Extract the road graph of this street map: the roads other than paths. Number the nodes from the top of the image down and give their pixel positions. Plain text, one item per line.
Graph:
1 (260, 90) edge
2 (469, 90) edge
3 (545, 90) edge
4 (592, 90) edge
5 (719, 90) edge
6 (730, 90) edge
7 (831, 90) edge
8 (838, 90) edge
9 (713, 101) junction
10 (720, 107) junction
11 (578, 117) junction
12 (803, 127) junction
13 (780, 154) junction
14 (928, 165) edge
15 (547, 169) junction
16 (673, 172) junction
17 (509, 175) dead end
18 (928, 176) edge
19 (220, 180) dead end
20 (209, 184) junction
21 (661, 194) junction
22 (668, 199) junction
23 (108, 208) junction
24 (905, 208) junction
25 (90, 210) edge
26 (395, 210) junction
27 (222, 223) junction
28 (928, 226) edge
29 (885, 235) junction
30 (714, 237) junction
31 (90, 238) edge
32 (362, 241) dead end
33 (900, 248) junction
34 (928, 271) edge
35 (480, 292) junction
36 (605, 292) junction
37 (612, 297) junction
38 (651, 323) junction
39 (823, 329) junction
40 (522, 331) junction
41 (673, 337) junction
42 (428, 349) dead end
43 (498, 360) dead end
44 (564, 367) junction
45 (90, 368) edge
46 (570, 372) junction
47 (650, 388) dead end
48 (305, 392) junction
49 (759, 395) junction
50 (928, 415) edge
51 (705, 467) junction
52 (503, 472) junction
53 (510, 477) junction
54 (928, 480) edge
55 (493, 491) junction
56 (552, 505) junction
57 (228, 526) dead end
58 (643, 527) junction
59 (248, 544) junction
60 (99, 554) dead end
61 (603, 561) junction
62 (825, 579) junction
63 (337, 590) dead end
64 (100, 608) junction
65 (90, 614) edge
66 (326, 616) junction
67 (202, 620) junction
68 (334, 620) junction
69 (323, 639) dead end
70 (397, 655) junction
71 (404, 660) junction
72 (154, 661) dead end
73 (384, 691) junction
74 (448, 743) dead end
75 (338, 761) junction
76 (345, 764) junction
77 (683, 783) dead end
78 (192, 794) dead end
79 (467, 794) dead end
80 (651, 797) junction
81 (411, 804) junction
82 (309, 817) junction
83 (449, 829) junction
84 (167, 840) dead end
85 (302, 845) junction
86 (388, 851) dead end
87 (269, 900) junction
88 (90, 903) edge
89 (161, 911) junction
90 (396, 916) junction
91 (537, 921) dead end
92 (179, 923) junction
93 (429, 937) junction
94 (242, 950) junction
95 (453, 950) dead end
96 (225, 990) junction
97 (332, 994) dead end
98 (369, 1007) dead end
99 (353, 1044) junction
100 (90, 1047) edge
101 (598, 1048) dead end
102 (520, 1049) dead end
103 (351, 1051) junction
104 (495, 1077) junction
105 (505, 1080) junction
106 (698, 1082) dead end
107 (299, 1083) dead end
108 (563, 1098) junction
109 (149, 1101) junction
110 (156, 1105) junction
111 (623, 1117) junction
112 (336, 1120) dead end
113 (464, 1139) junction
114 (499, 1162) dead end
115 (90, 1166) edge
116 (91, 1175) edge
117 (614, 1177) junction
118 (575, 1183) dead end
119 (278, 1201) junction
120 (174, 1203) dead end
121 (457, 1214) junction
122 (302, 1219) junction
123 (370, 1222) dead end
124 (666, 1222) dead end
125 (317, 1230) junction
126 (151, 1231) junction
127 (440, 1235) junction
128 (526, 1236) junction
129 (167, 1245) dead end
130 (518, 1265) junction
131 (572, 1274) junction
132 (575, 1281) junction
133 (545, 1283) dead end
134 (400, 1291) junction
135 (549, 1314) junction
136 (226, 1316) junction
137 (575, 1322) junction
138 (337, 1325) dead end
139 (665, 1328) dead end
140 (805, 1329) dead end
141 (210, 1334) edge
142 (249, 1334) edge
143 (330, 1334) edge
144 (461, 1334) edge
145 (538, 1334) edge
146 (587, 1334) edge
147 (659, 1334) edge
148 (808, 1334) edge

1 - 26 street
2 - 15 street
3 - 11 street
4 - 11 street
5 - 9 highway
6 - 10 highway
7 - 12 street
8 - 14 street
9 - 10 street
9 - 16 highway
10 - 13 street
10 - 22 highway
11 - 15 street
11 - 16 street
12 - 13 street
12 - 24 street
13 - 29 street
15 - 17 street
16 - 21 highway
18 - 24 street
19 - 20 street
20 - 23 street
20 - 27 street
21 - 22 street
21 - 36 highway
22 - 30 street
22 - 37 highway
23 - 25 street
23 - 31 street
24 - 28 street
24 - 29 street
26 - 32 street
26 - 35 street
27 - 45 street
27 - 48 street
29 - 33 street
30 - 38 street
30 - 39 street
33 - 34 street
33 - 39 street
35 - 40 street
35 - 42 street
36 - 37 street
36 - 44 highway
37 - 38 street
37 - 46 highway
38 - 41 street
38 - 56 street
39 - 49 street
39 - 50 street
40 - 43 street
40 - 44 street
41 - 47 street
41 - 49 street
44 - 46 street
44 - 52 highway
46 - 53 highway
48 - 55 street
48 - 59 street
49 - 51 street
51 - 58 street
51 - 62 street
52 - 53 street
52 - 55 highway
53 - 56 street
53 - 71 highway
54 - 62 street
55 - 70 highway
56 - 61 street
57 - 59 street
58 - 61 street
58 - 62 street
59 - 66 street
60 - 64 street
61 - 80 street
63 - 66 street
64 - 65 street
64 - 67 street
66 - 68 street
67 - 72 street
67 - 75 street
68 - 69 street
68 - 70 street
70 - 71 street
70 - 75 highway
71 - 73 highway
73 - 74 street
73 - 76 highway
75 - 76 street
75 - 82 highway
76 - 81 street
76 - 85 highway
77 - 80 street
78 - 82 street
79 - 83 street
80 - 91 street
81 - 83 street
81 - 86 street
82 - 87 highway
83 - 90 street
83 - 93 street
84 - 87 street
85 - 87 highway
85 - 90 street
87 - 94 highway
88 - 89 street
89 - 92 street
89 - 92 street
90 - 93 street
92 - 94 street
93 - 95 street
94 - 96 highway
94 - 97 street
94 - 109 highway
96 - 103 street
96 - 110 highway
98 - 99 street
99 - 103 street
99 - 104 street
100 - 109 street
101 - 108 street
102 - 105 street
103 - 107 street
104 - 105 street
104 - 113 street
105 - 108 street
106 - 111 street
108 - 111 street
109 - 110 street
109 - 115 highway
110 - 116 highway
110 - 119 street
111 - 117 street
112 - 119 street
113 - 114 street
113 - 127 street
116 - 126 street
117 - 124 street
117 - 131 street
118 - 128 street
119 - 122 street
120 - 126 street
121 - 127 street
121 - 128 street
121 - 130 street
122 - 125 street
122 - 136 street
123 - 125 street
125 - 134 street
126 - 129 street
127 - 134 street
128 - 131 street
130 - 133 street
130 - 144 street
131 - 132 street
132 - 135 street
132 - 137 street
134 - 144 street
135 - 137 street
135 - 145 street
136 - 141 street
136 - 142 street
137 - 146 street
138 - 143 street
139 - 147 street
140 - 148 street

[TASK STATEMENT] Reproduce all the records shown above, unchanged.

[PROBLEM SOLUTION]
Extract the road graph of this street map: the roads other than paths. Number the nodes from the top of the image down and give their pixel positions. Plain text, one item per line.
Graph:
1 (260, 90) edge
2 (469, 90) edge
3 (545, 90) edge
4 (592, 90) edge
5 (719, 90) edge
6 (730, 90) edge
7 (831, 90) edge
8 (838, 90) edge
9 (713, 101) junction
10 (720, 107) junction
11 (578, 117) junction
12 (803, 127) junction
13 (780, 154) junction
14 (928, 165) edge
15 (547, 169) junction
16 (673, 172) junction
17 (509, 175) dead end
18 (928, 176) edge
19 (220, 180) dead end
20 (209, 184) junction
21 (661, 194) junction
22 (668, 199) junction
23 (108, 208) junction
24 (905, 208) junction
25 (90, 210) edge
26 (395, 210) junction
27 (222, 223) junction
28 (928, 226) edge
29 (885, 235) junction
30 (714, 237) junction
31 (90, 238) edge
32 (362, 241) dead end
33 (900, 248) junction
34 (928, 271) edge
35 (480, 292) junction
36 (605, 292) junction
37 (612, 297) junction
38 (651, 323) junction
39 (823, 329) junction
40 (522, 331) junction
41 (673, 337) junction
42 (428, 349) dead end
43 (498, 360) dead end
44 (564, 367) junction
45 (90, 368) edge
46 (570, 372) junction
47 (650, 388) dead end
48 (305, 392) junction
49 (759, 395) junction
50 (928, 415) edge
51 (705, 467) junction
52 (503, 472) junction
53 (510, 477) junction
54 (928, 480) edge
55 (493, 491) junction
56 (552, 505) junction
57 (228, 526) dead end
58 (643, 527) junction
59 (248, 544) junction
60 (99, 554) dead end
61 (603, 561) junction
62 (825, 579) junction
63 (337, 590) dead end
64 (100, 608) junction
65 (90, 614) edge
66 (326, 616) junction
67 (202, 620) junction
68 (334, 620) junction
69 (323, 639) dead end
70 (397, 655) junction
71 (404, 660) junction
72 (154, 661) dead end
73 (384, 691) junction
74 (448, 743) dead end
75 (338, 761) junction
76 (345, 764) junction
77 (683, 783) dead end
78 (192, 794) dead end
79 (467, 794) dead end
80 (651, 797) junction
81 (411, 804) junction
82 (309, 817) junction
83 (449, 829) junction
84 (167, 840) dead end
85 (302, 845) junction
86 (388, 851) dead end
87 (269, 900) junction
88 (90, 903) edge
89 (161, 911) junction
90 (396, 916) junction
91 (537, 921) dead end
92 (179, 923) junction
93 (429, 937) junction
94 (242, 950) junction
95 (453, 950) dead end
96 (225, 990) junction
97 (332, 994) dead end
98 (369, 1007) dead end
99 (353, 1044) junction
100 (90, 1047) edge
101 (598, 1048) dead end
102 (520, 1049) dead end
103 (351, 1051) junction
104 (495, 1077) junction
105 (505, 1080) junction
106 (698, 1082) dead end
107 (299, 1083) dead end
108 (563, 1098) junction
109 (149, 1101) junction
110 (156, 1105) junction
111 (623, 1117) junction
112 (336, 1120) dead end
113 (464, 1139) junction
114 (499, 1162) dead end
115 (90, 1166) edge
116 (91, 1175) edge
117 (614, 1177) junction
118 (575, 1183) dead end
119 (278, 1201) junction
120 (174, 1203) dead end
121 (457, 1214) junction
122 (302, 1219) junction
123 (370, 1222) dead end
124 (666, 1222) dead end
125 (317, 1230) junction
126 (151, 1231) junction
127 (440, 1235) junction
128 (526, 1236) junction
129 (167, 1245) dead end
130 (518, 1265) junction
131 (572, 1274) junction
132 (575, 1281) junction
133 (545, 1283) dead end
134 (400, 1291) junction
135 (549, 1314) junction
136 (226, 1316) junction
137 (575, 1322) junction
138 (337, 1325) dead end
139 (665, 1328) dead end
140 (805, 1329) dead end
141 (210, 1334) edge
142 (249, 1334) edge
143 (330, 1334) edge
144 (461, 1334) edge
145 (538, 1334) edge
146 (587, 1334) edge
147 (659, 1334) edge
148 (808, 1334) edge

1 - 26 street
2 - 15 street
3 - 11 street
4 - 11 street
5 - 9 highway
6 - 10 highway
7 - 12 street
8 - 14 street
9 - 10 street
9 - 16 highway
10 - 13 street
10 - 22 highway
11 - 15 street
11 - 16 street
12 - 13 street
12 - 24 street
13 - 29 street
15 - 17 street
16 - 21 highway
18 - 24 street
19 - 20 street
20 - 23 street
20 - 27 street
21 - 22 street
21 - 36 highway
22 - 30 street
22 - 37 highway
23 - 25 street
23 - 31 street
24 - 28 street
24 - 29 street
26 - 32 street
26 - 35 street
27 - 45 street
27 - 48 street
29 - 33 street
30 - 38 street
30 - 39 street
33 - 34 street
33 - 39 street
35 - 40 street
35 - 42 street
36 - 37 street
36 - 44 highway
37 - 38 street
37 - 46 highway
38 - 41 street
38 - 56 street
39 - 49 street
39 - 50 street
40 - 43 street
40 - 44 street
41 - 47 street
41 - 49 street
44 - 46 street
44 - 52 highway
46 - 53 highway
48 - 55 street
48 - 59 street
49 - 51 street
51 - 58 street
51 - 62 street
52 - 53 street
52 - 55 highway
53 - 56 street
53 - 71 highway
54 - 62 street
55 - 70 highway
56 - 61 street
57 - 59 street
58 - 61 street
58 - 62 street
59 - 66 street
60 - 64 street
61 - 80 street
63 - 66 street
64 - 65 street
64 - 67 street
66 - 68 street
67 - 72 street
67 - 75 street
68 - 69 street
68 - 70 street
70 - 71 street
70 - 75 highway
71 - 73 highway
73 - 74 street
73 - 76 highway
75 - 76 street
75 - 82 highway
76 - 81 street
76 - 85 highway
77 - 80 street
78 - 82 street
79 - 83 street
80 - 91 street
81 - 83 street
81 - 86 street
82 - 87 highway
83 - 90 street
83 - 93 street
84 - 87 street
85 - 87 highway
85 - 90 street
87 - 94 highway
88 - 89 street
89 - 92 street
89 - 92 street
90 - 93 street
92 - 94 street
93 - 95 street
94 - 96 highway
94 - 97 street
94 - 109 highway
96 - 103 street
96 - 110 highway
98 - 99 street
99 - 103 street
99 - 104 street
100 - 109 street
101 - 108 street
102 - 105 street
103 - 107 street
104 - 105 street
104 - 113 street
105 - 108 street
106 - 111 street
108 - 111 street
109 - 110 street
109 - 115 highway
110 - 116 highway
110 - 119 street
111 - 117 street
112 - 119 street
113 - 114 street
113 - 127 street
116 - 126 street
117 - 124 street
117 - 131 street
118 - 128 street
119 - 122 street
120 - 126 street
121 - 127 street
121 - 128 street
121 - 130 street
122 - 125 street
122 - 136 street
123 - 125 street
125 - 134 street
126 - 129 street
127 - 134 street
128 - 131 street
130 - 133 street
130 - 144 street
131 - 132 street
132 - 135 street
132 - 137 street
134 - 144 street
135 - 137 street
135 - 145 street
136 - 141 street
136 - 142 street
137 - 146 street
138 - 143 street
139 - 147 street
140 - 148 street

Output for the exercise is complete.